Kendisinden beklenenler, yeteneğinin onu dünya futbolunda getireceği yer itibariyle yapılan yorumlar, Fenerbahçe’de oynaması, hatta 10 numarayı giymesi üzere birçok parametrenin bu yaştaki bir delikanlının üzerine bindirdiği yükü ve sorumluluğu bir düşünsenize… Yaşı kemale ermiş birçok insanın kaldıramayacağı yükün ve sorumluluğun üstesinden gelmesini beklediğimiz Arda’nın yaşadığı bu olay ‘hayırlısı oldu’ denilmesi gereken bir durum. Hani ‘bir musibet bin nasihattan iyidir’ derler ya, bu da o denli. Verilecek profesyonel takviyeyle olay Arda’nın lehine çevrilebilir. Aile, toplumsal ve futbol hayatı için bu yaşta ve pozisyondaki bir gence katiyen profesyonel dayanak verilmeli. Yaşanan bu olay yalnızca teknik direktör-futbolcu irtibatı paralelinde değerlendirilmeye alınırsa Arda ismine olumlu gelişme görülmesi güç. Unutulmasın ki; her şeyden evvel Arda şimdi 18 yaşında bir genç.

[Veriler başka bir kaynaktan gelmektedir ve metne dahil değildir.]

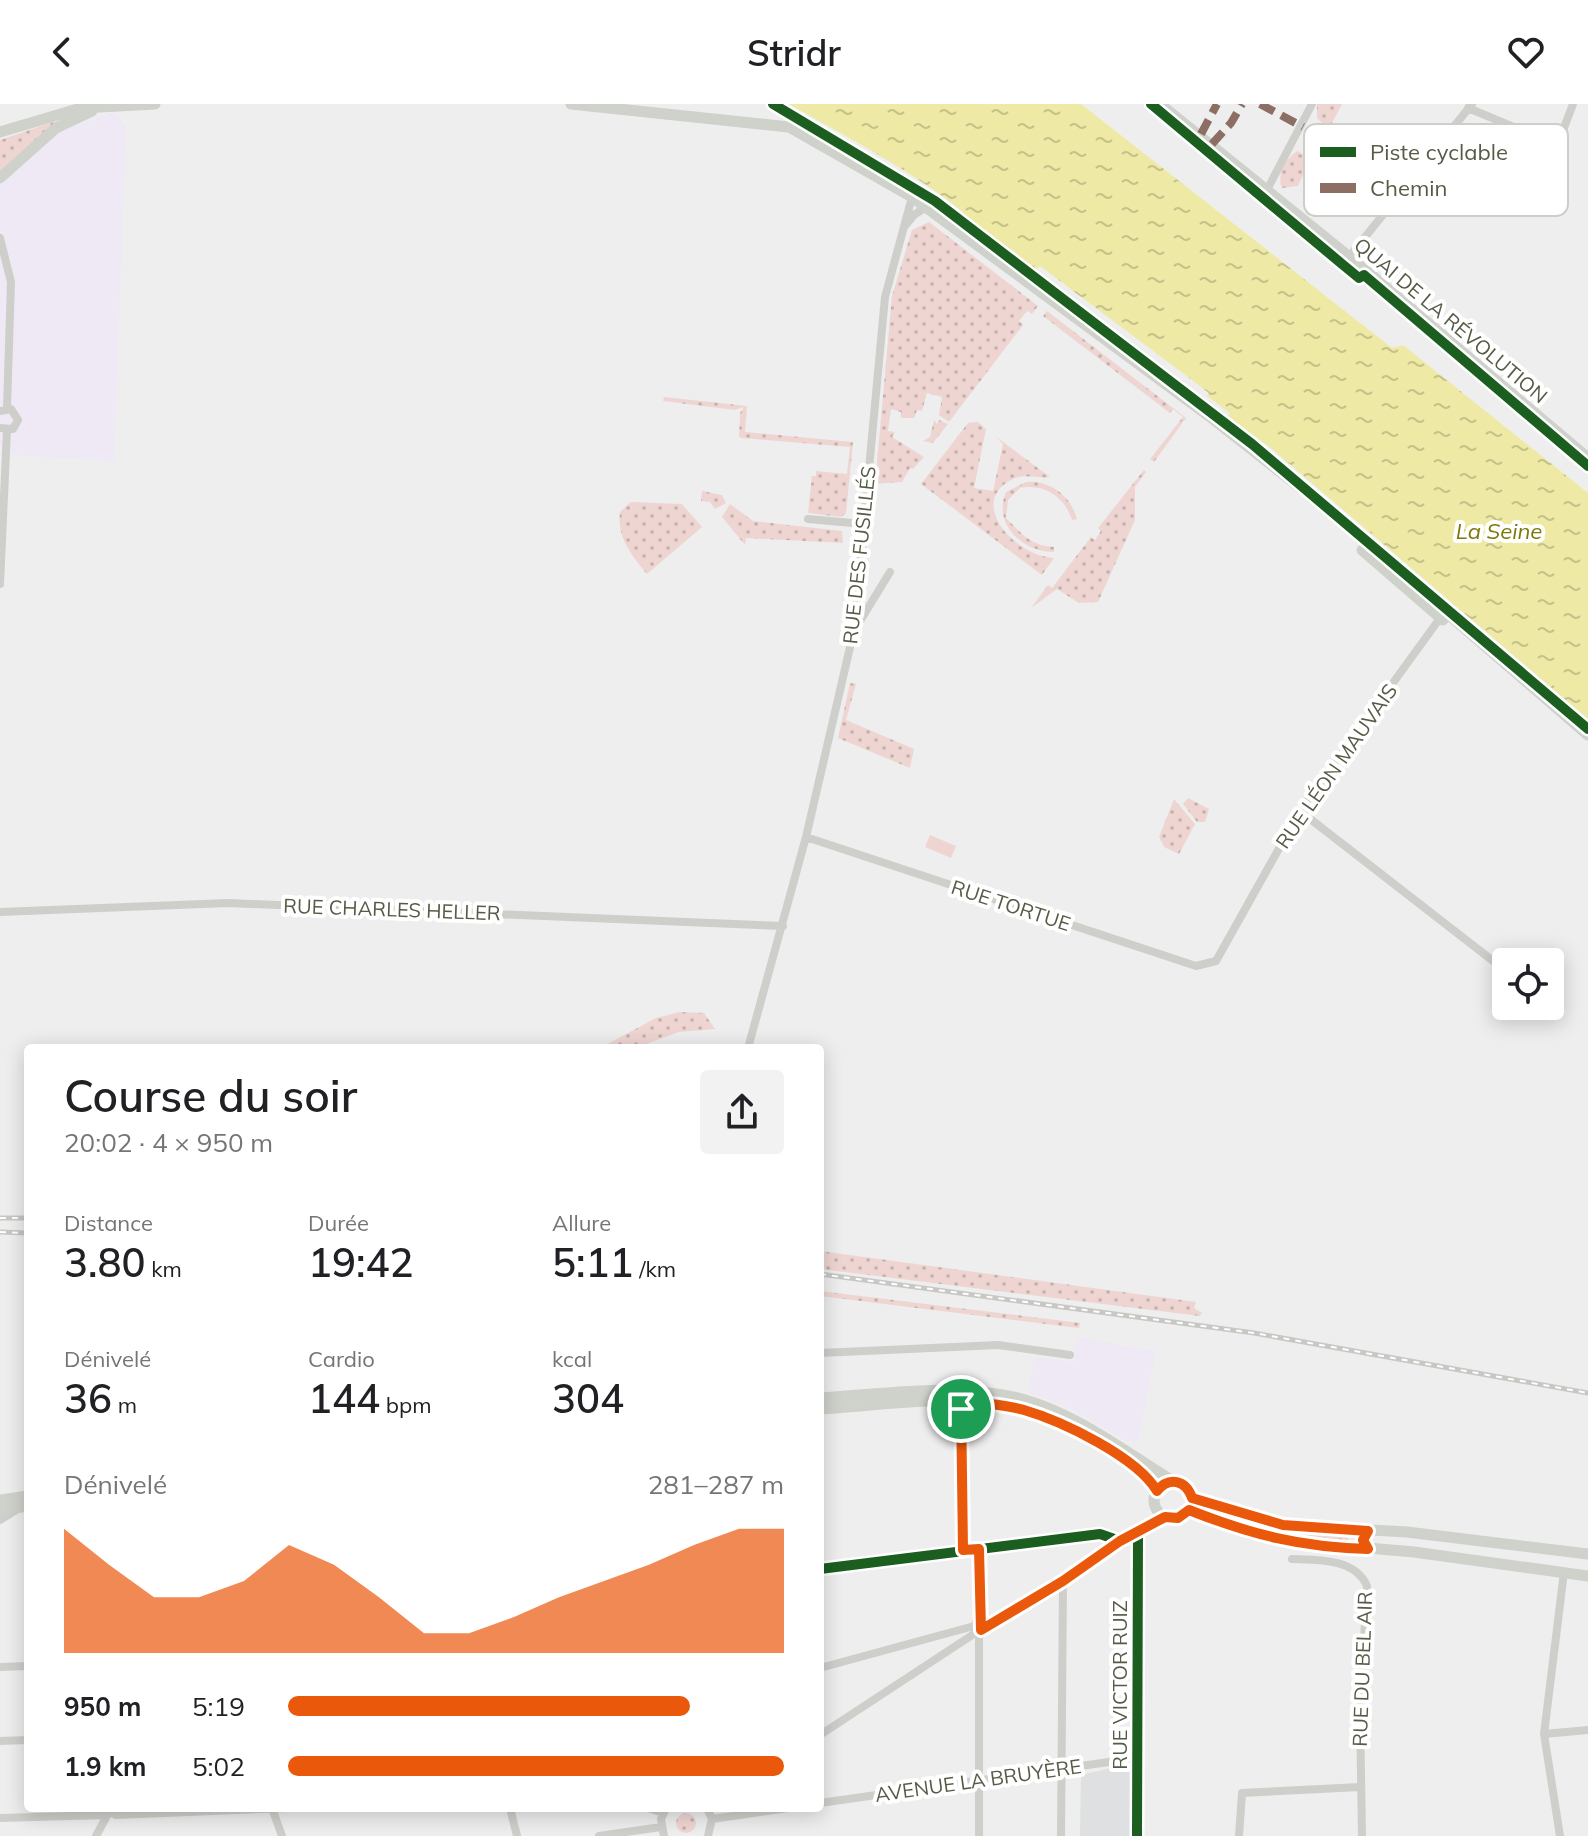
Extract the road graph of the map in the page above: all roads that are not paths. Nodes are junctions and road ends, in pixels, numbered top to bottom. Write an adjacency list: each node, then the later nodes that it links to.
1 (155, 104): 6 (main road)
2 (571, 104): 16 (main road)
3 (1160, 104): 8 (main road, QUAI DE LA RÉVOLUTION)
4 (1312, 104): 15 (street)
5 (1573, 104): 11 (street)
6 (116, 106): 12 (main road); 13 (main road)
7 (1470, 106): 9 (street); 10 (street)
8 (1171, 108): 14 (main road, QUAI DE LA RÉVOLUTION)
9 (1456, 124)
10 (1510, 124)
11 (1565, 124)
12 (0, 132)
13 (0, 178)
14 (1253, 179): 15 (main road, QUAI DE LA RÉVOLUTION); 21 (main road, QUAI DE LA RÉVOLUTION)
15 (1268, 188): 21 (main road, QUAI DE LA RÉVOLUTION)
16 (912, 197): 17 (main road); 19 (street, RUE DES FUSILLÉS)
17 (927, 207): 19 (street); 31 (main road)
18 (1379, 216): 21 (street)
19 (903, 230): 26 (street, RUE DES FUSILLÉS)
20 (0, 238): 22 (street)
21 (1346, 255): 24 (main road, QUAI DE LA RÉVOLUTION)
22 (4, 409): 23 (street)
23 (4, 429): 28 (street)
24 (1588, 458)
25 (808, 519): 26 (street)
26 (863, 524): 30 (street, RUE DES FUSILLÉS)
27 (890, 572): 29 (street)
28 (0, 584)
29 (877, 592): 30 (street); 32 (street)
30 (857, 593): 32 (street, RUE DES FUSILLÉS)
31 (1443, 615): 33 (main road); 34 (main road); 35 (street, RUE LÉON MAUVAIS)
32 (854, 630): 36 (street, RUE DES FUSILLÉS)
33 (1588, 735)
34 (1588, 743)
35 (1300, 811): 39 (street); 40 (street, RUE LÉON MAUVAIS)
36 (806, 837): 38 (street, RUE DES FUSILLÉS); 40 (street, RUE TORTUE)
37 (0, 912): 38 (street, RUE CHARLES HELLER)
38 (783, 926): 41 (street, RUE DES FUSILLÉS)
39 (1492, 960)
40 (1216, 961)
41 (749, 1044)
42 (824, 1353): 43 (street)
43 (1070, 1355)
44 (824, 1398): 47 (main road)
45 (961, 1401): 46 (main road); 48 (main road); 61 (street)
46 (824, 1409)
47 (1173, 1481): 48 (main road); 51 (main road)
48 (1157, 1491): 54 (main road)
49 (24, 1497): 50 (main road)
50 (0, 1500)
51 (1191, 1504): 54 (main road); 56 (main road); 59 (main road)
52 (24, 1507): 53 (main road); 55 (street)
53 (0, 1510)
54 (1165, 1517): 57 (street)
55 (0, 1520)
56 (1372, 1530): 59 (main road); 62 (main road)
57 (1138, 1534): 58 (street); 80 (street, RUE VICTOR RUIZ)
58 (1120, 1541): 60 (street); 67 (street)
59 (1374, 1548): 65 (main road)
60 (979, 1549): 61 (street); 68 (street)
61 (963, 1550): 64 (street)
62 (1588, 1554)
63 (1292, 1559): 83 (street, RUE DU BEL AIR)
64 (824, 1568)
65 (1564, 1572): 66 (main road); 77 (street)
66 (1588, 1576)
67 (1063, 1581): 69 (street); 81 (street)
68 (979, 1617): 69 (street); 70 (street)
69 (981, 1630): 71 (street); 82 (street)
70 (945, 1635): 71 (street); 74 (street)
71 (954, 1649): 76 (street)
72 (24, 1666): 73 (street)
73 (0, 1667)
74 (824, 1667)
75 (1588, 1730): 77 (street)
76 (824, 1732)
77 (1544, 1734): 106 (street)
78 (24, 1740): 79 (street)
79 (0, 1741)
80 (1137, 1758): 81 (street, AVENUE LA BRUYÈRE); 103 (street, RUE VICTOR RUIZ)
81 (1062, 1767): 82 (street, AVENUE LA BRUYÈRE); 102 (street)
82 (980, 1780): 84 (street, AVENUE LA BRUYÈRE); 101 (street)
83 (1360, 1787): 104 (street); 105 (street, RUE DU BEL AIR)
84 (824, 1802)
85 (93, 1812): 93 (street)
86 (108, 1812): 97 (street)
87 (111, 1812): 88 (street)
88 (210, 1812)
89 (273, 1812): 98 (street)
90 (511, 1812): 99 (street)
91 (709, 1812): 94 (street)
92 (760, 1812): 94 (street)
93 (0, 1818)
94 (712, 1819): 96 (street)
95 (663, 1831): 100 (street)
96 (712, 1834)
97 (96, 1836)
98 (282, 1836)
99 (517, 1836)
100 (599, 1836)
101 (979, 1836)
102 (1061, 1836)
103 (1137, 1836)
104 (1239, 1836)
105 (1362, 1836)
106 (1560, 1836)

MEHMET ARSLAN: JORGE JESUS O REAKSİYONUN YÜZDE 1’İNİ TORPİLLİ OYUNCULARINA GÖSTERSİN

Fenerbahçe-Trabzonspor maçında Arda Güler ile ortalarında neden ötürü bir tartışma çıktığını bilmiyorum. Ancak dönem başından bu yana Jorge Jesus’un Arda’ya karşı olumsuz halini pek düzgün biliyorum. Joao Pedro, Joshua King, Lincoln Henrique üzere kadroya zerre katkısı olmayan oyunculara verdiği bahtı Arda Güler’den daima esirgedi. Şurası bir gerçek; Arda Güler, Jorge Jesus ile değil, Jesus’a karşın gelişme gösterdi. Onun için Portekizli hocaya tavsiyem; bu genç oyuncu elinden geleni yapıyor, siz elinden bir şey gelmeyen, sizden torpilli oyuncularınıza fırça atın. Gelişme gösteren bir oyuncunuza gösterdiğiniz reaksiyonun yüzde birini, oyuna aldığınız ve ne yaptığını herkesin sorguladığı King’e gösterin.

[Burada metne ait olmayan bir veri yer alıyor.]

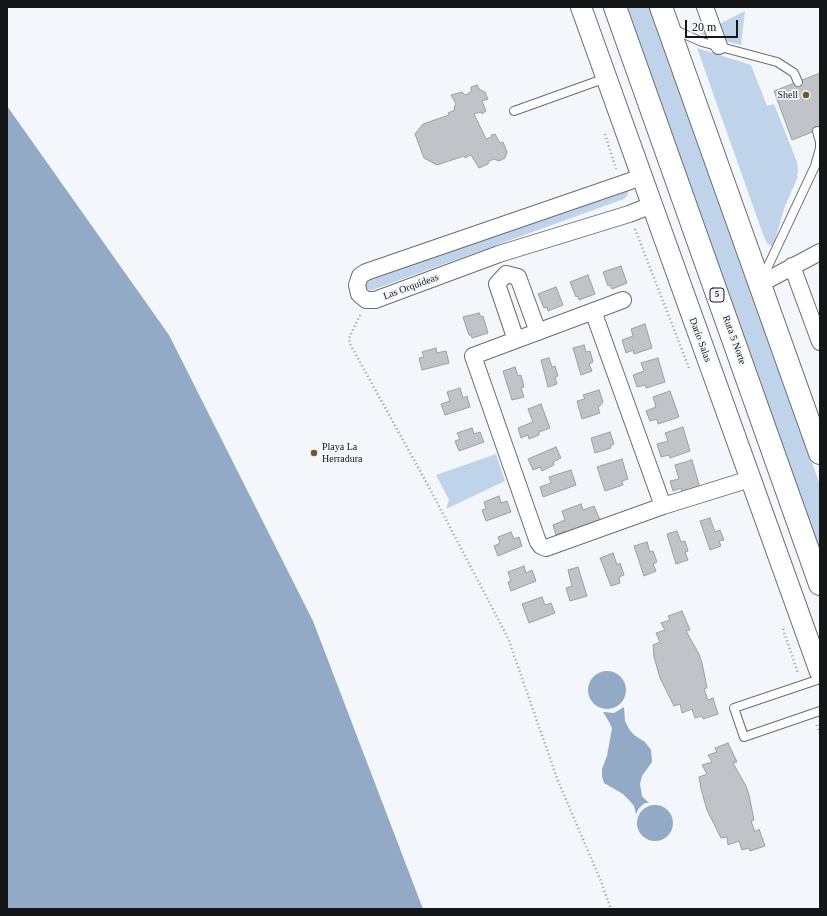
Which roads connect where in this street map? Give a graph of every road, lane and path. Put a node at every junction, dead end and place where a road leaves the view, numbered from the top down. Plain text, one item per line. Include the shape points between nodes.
1 (581, 7) edge
2 (615, 7) edge
3 (706, 7) edge
4 (664, 17) edge
5 (719, 46) junction
6 (606, 78) junction
7 (798, 82) dead end
8 (514, 111) dead end
9 (817, 131) dead end
10 (642, 177) junction
11 (652, 205) junction
12 (820, 252) edge
13 (499, 254) junction
14 (792, 266) junction
15 (506, 274) junction
16 (760, 284) junction
17 (366, 300) junction
18 (623, 300) dead end
19 (593, 311) junction
20 (538, 332) junction
21 (516, 340) junction
22 (820, 342) edge
23 (820, 453) edge
24 (750, 479) junction
25 (663, 506) junction
26 (820, 584) edge
27 (820, 672) edge
28 (820, 678) edge
29 (820, 711) edge
30 (611, 909) edge

1 - 6 street, Darío Salas
2 - 26 highway, Ruta 5 Norte / 5
3 - 5 street
4 - 5 lane via 702,42
4 - 16 highway
5 - 7 lane via 777,62 794,74
6 - 8 lane
6 - 10 street, Darío Salas
9 - 16 lane via 820,148 815,166
10 - 11 street, Darío Salas
10 - 17 street via 366,272 360,276 357,286 359,294
11 - 13 street, Las Orquídeas
11 - 24 street, Darío Salas
12 - 14 street
13 - 15 street
13 - 17 street, Las Orquídeas via 375,300
14 - 16 street
14 - 22 street
15 - 20 street via 518,277
15 - 21 street via 497,284
16 - 23 highway
17 - 30 path via 349,338 350,344 508,638 558,781
18 - 19 street
19 - 20 street
19 - 25 street
20 - 21 street
21 - 25 street via 473,356 541,546 546,548
24 - 25 street
24 - 27 street, Darío Salas
28 - 29 lane via 734,708 744,737

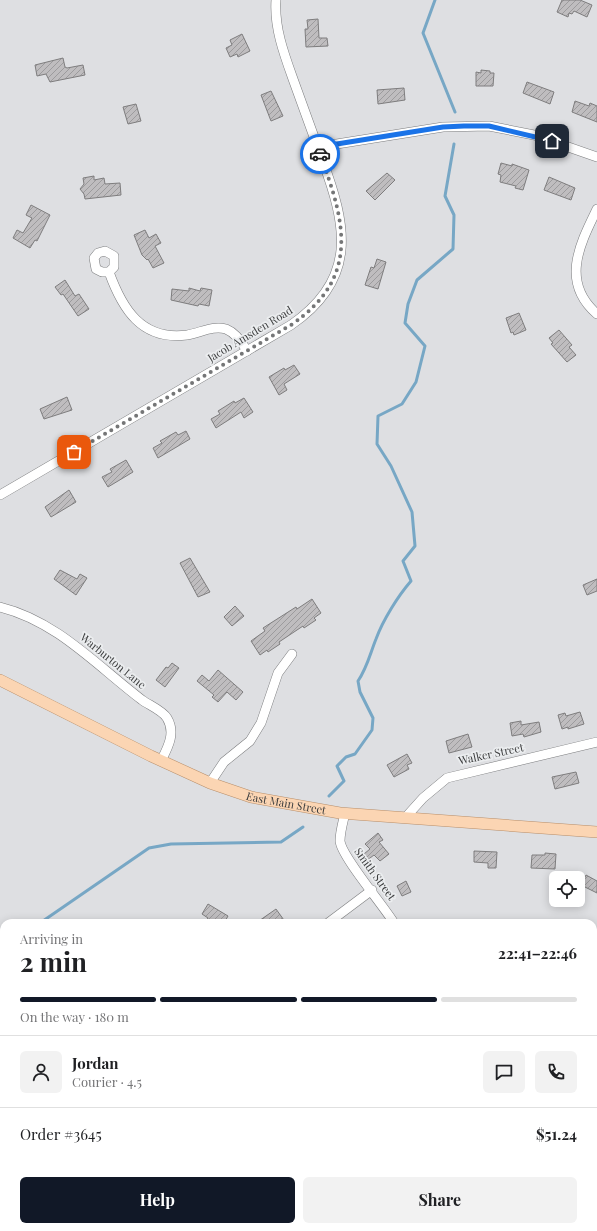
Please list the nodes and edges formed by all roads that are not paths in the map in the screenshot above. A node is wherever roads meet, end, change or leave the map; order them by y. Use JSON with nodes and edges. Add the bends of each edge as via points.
{"nodes":[{"id":1,"x":276,"y":0,"type":"edge"},
{"id":2,"x":318,"y":147,"type":"junction"},
{"id":3,"x":597,"y":157,"type":"edge"},
{"id":4,"x":597,"y":209,"type":"edge"},
{"id":5,"x":109,"y":272,"type":"dead end"},
{"id":6,"x":597,"y":314,"type":"edge"},
{"id":7,"x":247,"y":351,"type":"junction"},
{"id":8,"x":0,"y":495,"type":"edge"},
{"id":9,"x":0,"y":607,"type":"edge"},
{"id":10,"x":292,"y":654,"type":"dead end"},
{"id":11,"x":0,"y":680,"type":"edge"},
{"id":12,"x":597,"y":742,"type":"edge"},
{"id":13,"x":161,"y":761,"type":"junction"},
{"id":14,"x":210,"y":783,"type":"junction"},
{"id":15,"x":345,"y":813,"type":"junction"},
{"id":16,"x":405,"y":818,"type":"junction"},
{"id":17,"x":597,"y":832,"type":"edge"},
{"id":18,"x":372,"y":890,"type":"junction"},
{"id":19,"x":333,"y":919,"type":"edge"},
{"id":20,"x":391,"y":919,"type":"edge"}],
"edges":[{"from":1,"to":2,"type":"street","name":"Jacob Amsden Road","via":[[276,19],[282,46]]},
{"from":2,"to":3,"type":"street","via":[[443,127],[489,126],[534,135]]},
{"from":2,"to":7,"type":"street","name":"Jacob Amsden Road","via":[[338,204],[342,233],[341,250],[332,281],[319,301],[301,318]]},
{"from":4,"to":6,"type":"street","via":[[580,243],[576,264],[582,294]]},
{"from":5,"to":7,"type":"street","via":[[129,313],[149,329],[173,335],[186,335],[213,328],[227,330],[238,336]]},
{"from":7,"to":8,"type":"street","name":"Jacob Amsden Road"},
{"from":9,"to":13,"type":"street","name":"Warburton Lane","via":[[26,615],[68,640],[142,700],[166,716],[171,736],[170,744]]},
{"from":10,"to":14,"type":"street","via":[[278,674],[261,723],[250,741],[224,762]]},
{"from":11,"to":13,"type":"main road","name":"East Main Street"},
{"from":12,"to":16,"type":"street","name":"Walker Street","via":[[447,778],[423,798]]},
{"from":13,"to":14,"type":"main road","name":"East Main Street"},
{"from":14,"to":15,"type":"main road","name":"East Main Street","via":[[251,797]]},
{"from":15,"to":16,"type":"main road","name":"East Main Street"},
{"from":15,"to":18,"type":"street","name":"Smith Street","via":[[340,842],[345,855]]},
{"from":16,"to":17,"type":"main road","name":"East Main Street"},
{"from":18,"to":19,"type":"street"},
{"from":18,"to":20,"type":"street","name":"Smith Street"}]}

BANU YELKOVAN: DE BRUYNE, GUARDIOLA’YA ‘KAPA ÇENENİ’ DEDİ, KİMSE ŞIMARIKLIKLA SUÇLAMADI

Biz hiçbir olayı kültürel kodlarımız devreye girmeden, yarımız hamleye yarımız savunmaya geçmeden kıymetlendiremiyoruz maalesef. Çok misal bir sahne Şampiyonlar Ligi yarı finalinde Pep Guardiola ile Kevin De Bruyne ortasında yaşandığında, De Bruyne kendisine kenardan bağıran koçu Guardiola’ya el kol işaretleriyle “Kapa çeneni!” diye karşılık verdiğinde hiçkimse onu şımarıklıkla suçlanmıyor, öte yandan o da maç sonu hocasından yeniden herkesin göreceği halde özür diliyor, kucaklaşıyorlar ve olay kapanıyor. Sorun bir oyuncunun, maç atmosferinde hocasına verdiği yansıdan çok, sonrasında olan bitenleri bir türlü göremememiz ve yabancı gruplar ve oyuncular hakkında her vakit daha çok bilgi sahibi olmamızdır tahminen de?